As we all try to assess the continuing impact of the Employment Tribunal fee regime – see the Hard Labour Blog for some excellent analysis of that – Acas have published the latest figures on their early conciliation scheme.
Acas have always offered conciliation in Employment Tribunal cases and a very good service it is too. However since May this year, potential claimants have been forced to contact Acas before even initiating a claim. Attempts at conciliation are then made which lead either to a binding settlement (called a COT3) or to the potential claimant being given a certificate which allows him or her to take the claim on to an Employment Tribunal.
Acas is doing its best to sound pleased by the latest figures which show them being contacted just over 37,000 times in the first six months of the scheme being operational. Acas notes that very few parties refuse to participate in the process, but then report that in between April and June just 18% of the contacts made result in a COT3 settlement. In other words, in the first three months of the scheme (we aren’t given the six month figure), early conciliation has removed just 3046 claims from the system.
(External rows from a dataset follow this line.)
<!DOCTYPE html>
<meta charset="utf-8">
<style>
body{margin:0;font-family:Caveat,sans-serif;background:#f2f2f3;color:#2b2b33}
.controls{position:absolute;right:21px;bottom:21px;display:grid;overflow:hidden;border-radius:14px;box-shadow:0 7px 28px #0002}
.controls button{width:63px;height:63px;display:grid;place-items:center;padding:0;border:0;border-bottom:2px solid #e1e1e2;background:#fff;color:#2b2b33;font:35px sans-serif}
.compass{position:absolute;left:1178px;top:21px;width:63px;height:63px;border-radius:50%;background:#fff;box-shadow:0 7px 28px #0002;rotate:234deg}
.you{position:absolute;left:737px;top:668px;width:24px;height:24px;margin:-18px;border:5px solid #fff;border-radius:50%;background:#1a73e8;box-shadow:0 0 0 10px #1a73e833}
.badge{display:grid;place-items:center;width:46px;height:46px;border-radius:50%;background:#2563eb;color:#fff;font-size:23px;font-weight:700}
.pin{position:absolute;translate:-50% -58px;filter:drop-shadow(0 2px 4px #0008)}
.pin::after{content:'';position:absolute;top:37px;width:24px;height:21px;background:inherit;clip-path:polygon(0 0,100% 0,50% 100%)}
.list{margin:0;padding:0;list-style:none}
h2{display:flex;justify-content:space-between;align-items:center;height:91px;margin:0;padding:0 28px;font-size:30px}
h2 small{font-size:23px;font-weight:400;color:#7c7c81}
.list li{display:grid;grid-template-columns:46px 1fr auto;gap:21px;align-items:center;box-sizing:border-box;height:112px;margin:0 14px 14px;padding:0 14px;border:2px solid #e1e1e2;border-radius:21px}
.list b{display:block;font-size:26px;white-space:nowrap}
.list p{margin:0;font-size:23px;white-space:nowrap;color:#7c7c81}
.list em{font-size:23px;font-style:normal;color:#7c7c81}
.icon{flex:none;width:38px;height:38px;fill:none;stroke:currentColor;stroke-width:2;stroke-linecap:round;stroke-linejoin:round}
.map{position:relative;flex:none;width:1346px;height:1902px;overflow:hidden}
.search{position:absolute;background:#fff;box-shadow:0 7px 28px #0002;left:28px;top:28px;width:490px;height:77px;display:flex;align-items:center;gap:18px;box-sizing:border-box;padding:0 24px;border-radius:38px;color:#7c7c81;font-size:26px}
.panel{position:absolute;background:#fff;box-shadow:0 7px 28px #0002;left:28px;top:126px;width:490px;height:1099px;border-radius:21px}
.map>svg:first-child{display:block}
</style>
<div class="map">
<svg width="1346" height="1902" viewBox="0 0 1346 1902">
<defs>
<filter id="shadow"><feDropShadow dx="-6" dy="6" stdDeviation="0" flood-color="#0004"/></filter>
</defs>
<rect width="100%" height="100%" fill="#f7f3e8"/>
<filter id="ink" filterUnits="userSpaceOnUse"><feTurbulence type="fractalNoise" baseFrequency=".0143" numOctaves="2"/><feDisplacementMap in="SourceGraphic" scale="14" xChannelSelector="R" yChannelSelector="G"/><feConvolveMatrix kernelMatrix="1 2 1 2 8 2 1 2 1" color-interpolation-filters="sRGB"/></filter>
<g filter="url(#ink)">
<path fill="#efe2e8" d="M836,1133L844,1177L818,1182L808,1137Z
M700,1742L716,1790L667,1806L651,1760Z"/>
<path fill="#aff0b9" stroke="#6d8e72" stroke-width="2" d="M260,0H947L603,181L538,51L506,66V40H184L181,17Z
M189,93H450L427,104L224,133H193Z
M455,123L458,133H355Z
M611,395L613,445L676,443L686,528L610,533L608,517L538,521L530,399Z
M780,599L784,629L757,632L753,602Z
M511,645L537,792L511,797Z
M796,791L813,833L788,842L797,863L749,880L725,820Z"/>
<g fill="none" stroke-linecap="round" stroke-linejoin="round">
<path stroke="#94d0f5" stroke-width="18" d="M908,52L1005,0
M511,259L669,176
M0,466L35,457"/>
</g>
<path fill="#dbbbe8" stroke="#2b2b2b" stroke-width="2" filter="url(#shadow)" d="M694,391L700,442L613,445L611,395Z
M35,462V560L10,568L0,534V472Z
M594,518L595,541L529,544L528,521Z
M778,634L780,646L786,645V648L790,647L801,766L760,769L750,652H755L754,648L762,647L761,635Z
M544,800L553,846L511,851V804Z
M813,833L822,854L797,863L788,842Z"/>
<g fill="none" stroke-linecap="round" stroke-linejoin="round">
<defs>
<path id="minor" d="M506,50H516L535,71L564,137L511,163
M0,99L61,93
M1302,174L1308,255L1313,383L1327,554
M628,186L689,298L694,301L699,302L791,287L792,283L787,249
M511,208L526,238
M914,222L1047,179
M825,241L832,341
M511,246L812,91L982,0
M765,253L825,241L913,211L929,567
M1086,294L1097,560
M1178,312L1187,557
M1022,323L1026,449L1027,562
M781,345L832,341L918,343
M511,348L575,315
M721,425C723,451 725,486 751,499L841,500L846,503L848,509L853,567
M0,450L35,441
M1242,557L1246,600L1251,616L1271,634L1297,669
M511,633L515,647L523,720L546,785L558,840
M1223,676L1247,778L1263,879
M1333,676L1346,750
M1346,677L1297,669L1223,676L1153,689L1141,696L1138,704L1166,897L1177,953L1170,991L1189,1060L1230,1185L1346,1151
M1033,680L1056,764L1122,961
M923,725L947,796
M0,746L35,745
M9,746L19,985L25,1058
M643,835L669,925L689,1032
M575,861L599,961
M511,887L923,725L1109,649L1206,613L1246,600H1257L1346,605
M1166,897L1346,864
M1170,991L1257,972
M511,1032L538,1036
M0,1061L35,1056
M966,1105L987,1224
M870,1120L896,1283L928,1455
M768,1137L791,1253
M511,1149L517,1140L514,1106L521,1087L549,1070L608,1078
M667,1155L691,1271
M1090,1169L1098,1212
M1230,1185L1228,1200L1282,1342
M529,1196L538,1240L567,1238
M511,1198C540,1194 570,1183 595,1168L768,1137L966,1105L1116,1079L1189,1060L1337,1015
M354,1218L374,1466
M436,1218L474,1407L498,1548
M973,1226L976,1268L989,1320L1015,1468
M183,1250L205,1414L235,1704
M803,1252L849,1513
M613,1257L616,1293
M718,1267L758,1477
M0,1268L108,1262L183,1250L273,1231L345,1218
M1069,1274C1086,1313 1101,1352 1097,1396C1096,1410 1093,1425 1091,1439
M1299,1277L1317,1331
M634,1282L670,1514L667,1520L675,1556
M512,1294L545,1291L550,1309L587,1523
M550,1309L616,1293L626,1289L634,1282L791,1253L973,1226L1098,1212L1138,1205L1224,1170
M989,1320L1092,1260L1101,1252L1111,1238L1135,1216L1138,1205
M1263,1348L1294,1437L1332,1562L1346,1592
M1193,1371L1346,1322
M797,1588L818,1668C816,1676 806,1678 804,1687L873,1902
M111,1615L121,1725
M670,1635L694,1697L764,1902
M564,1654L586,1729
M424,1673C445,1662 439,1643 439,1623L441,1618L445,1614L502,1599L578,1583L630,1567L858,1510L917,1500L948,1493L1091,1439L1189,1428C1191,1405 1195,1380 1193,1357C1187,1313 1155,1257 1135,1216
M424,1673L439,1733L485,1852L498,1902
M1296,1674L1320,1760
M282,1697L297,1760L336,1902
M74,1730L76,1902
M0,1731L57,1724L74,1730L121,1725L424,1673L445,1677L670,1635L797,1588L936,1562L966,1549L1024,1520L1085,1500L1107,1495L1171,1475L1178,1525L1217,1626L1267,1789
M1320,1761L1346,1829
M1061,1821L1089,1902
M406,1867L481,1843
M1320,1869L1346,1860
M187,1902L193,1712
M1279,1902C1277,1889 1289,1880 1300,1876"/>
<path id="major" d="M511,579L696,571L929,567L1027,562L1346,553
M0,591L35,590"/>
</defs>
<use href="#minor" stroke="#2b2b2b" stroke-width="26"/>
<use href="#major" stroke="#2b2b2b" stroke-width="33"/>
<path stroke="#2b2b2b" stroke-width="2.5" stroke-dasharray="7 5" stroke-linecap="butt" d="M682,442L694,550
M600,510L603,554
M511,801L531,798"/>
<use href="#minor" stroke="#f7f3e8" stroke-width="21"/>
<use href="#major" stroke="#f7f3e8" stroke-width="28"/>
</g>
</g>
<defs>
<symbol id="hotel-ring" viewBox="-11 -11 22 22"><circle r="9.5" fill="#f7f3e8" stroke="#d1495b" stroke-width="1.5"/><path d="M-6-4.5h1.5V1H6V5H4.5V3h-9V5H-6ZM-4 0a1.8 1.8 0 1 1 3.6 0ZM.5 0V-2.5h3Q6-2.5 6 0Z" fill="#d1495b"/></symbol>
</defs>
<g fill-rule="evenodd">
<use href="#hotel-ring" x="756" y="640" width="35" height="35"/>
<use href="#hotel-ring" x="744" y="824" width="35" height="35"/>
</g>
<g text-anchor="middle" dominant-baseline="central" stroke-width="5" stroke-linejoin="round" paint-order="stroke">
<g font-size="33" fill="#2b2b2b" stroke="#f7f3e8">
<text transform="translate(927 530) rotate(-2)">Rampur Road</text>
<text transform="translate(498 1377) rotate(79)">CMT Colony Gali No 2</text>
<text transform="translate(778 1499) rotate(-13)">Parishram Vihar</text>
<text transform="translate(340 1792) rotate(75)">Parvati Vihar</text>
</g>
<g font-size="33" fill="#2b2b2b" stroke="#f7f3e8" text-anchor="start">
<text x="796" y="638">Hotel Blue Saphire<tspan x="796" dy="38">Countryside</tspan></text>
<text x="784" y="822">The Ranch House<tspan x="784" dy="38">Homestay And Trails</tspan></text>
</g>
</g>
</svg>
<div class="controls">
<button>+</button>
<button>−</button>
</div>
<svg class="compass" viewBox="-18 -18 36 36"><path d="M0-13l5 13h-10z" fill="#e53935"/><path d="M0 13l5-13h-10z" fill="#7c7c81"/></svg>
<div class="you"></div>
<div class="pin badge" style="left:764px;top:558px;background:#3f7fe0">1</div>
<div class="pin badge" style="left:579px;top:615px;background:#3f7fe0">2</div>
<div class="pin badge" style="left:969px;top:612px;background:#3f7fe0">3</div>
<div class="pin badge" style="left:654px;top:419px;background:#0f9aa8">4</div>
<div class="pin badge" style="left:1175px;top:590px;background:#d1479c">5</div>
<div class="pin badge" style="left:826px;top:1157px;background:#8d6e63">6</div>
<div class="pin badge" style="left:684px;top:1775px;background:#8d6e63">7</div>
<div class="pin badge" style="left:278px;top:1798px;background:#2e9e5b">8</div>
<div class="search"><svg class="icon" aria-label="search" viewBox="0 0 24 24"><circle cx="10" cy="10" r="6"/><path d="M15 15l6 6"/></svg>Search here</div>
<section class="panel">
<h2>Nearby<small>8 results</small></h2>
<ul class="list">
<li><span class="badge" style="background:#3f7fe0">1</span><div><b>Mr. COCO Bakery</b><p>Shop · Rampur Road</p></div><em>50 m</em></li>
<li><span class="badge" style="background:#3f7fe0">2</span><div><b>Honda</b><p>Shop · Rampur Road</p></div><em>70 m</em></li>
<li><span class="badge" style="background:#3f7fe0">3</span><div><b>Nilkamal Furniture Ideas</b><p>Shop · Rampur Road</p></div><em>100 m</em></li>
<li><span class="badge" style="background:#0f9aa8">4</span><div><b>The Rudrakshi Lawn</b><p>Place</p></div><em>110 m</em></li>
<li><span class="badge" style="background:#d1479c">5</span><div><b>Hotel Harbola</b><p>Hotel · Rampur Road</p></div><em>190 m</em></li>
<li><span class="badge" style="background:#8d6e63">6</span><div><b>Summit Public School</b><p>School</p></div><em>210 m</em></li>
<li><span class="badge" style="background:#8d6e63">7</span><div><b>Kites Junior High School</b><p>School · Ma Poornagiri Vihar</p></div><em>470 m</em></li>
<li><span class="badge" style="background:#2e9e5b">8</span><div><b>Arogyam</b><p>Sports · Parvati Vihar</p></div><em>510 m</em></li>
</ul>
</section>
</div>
I’m not too surprised by that. If I were an employer I would be unlikely to settle a case without seeing the claim put in writing so that I can properly assess the likely outcome and then seeing if the employee is able or keen enough to pursue it by paying the ET fee.
A majority of claims do not proceed
What is particularly interesting about these figures is that Acas is reporting what proportion of the contacts made between April and June this year went on to become Employment Tribunal claims by the end of October. A total of 4,198 claims went on to the Tribunal – 28 per cent of the total contacts made. However, 9,918 of the cases did not progress to a Tribunal claim. That is 58 per cent of the total claims notified in that period.
That is not a healthy figure. It suggests that a clear majority of those who contact Acas because they think they have a claim against their employer that is worth pursuing do not, in the end, pursue it.
Now it may be that those cases were doomed to fail in any event. Perhaps after discussing the case with Acas or hearing the employer’s response to their claim, those individuals realised that they were going to lose in the Tribunal and decided not to proceed. If that is what is happening then that is a good thing. But if that really is the explanation then we will inevitably see a marked increase in the success rate of the claims that are brought before the Tribunal. If the weak cases are being weeded out by early conciliation then it follows that it is the stronger cases that remain.
I very much doubt that future ET statistics will show that happening. To believe that the claims that are not progressing to Tribunal are mainly weak cases that should never have been brought in the first place you have to really want that to be true. Common sense tells us that the dramatic fall in cases that we have seen over the past year cannot possibly be explained merely by employees realising that they don’t have a valid claim. The fee regime is protecting employers who behave unfairly, discriminate against employees, or who fail to pay them what they are owed.
Our employment law system is broken – and these new figures from Acas support that view.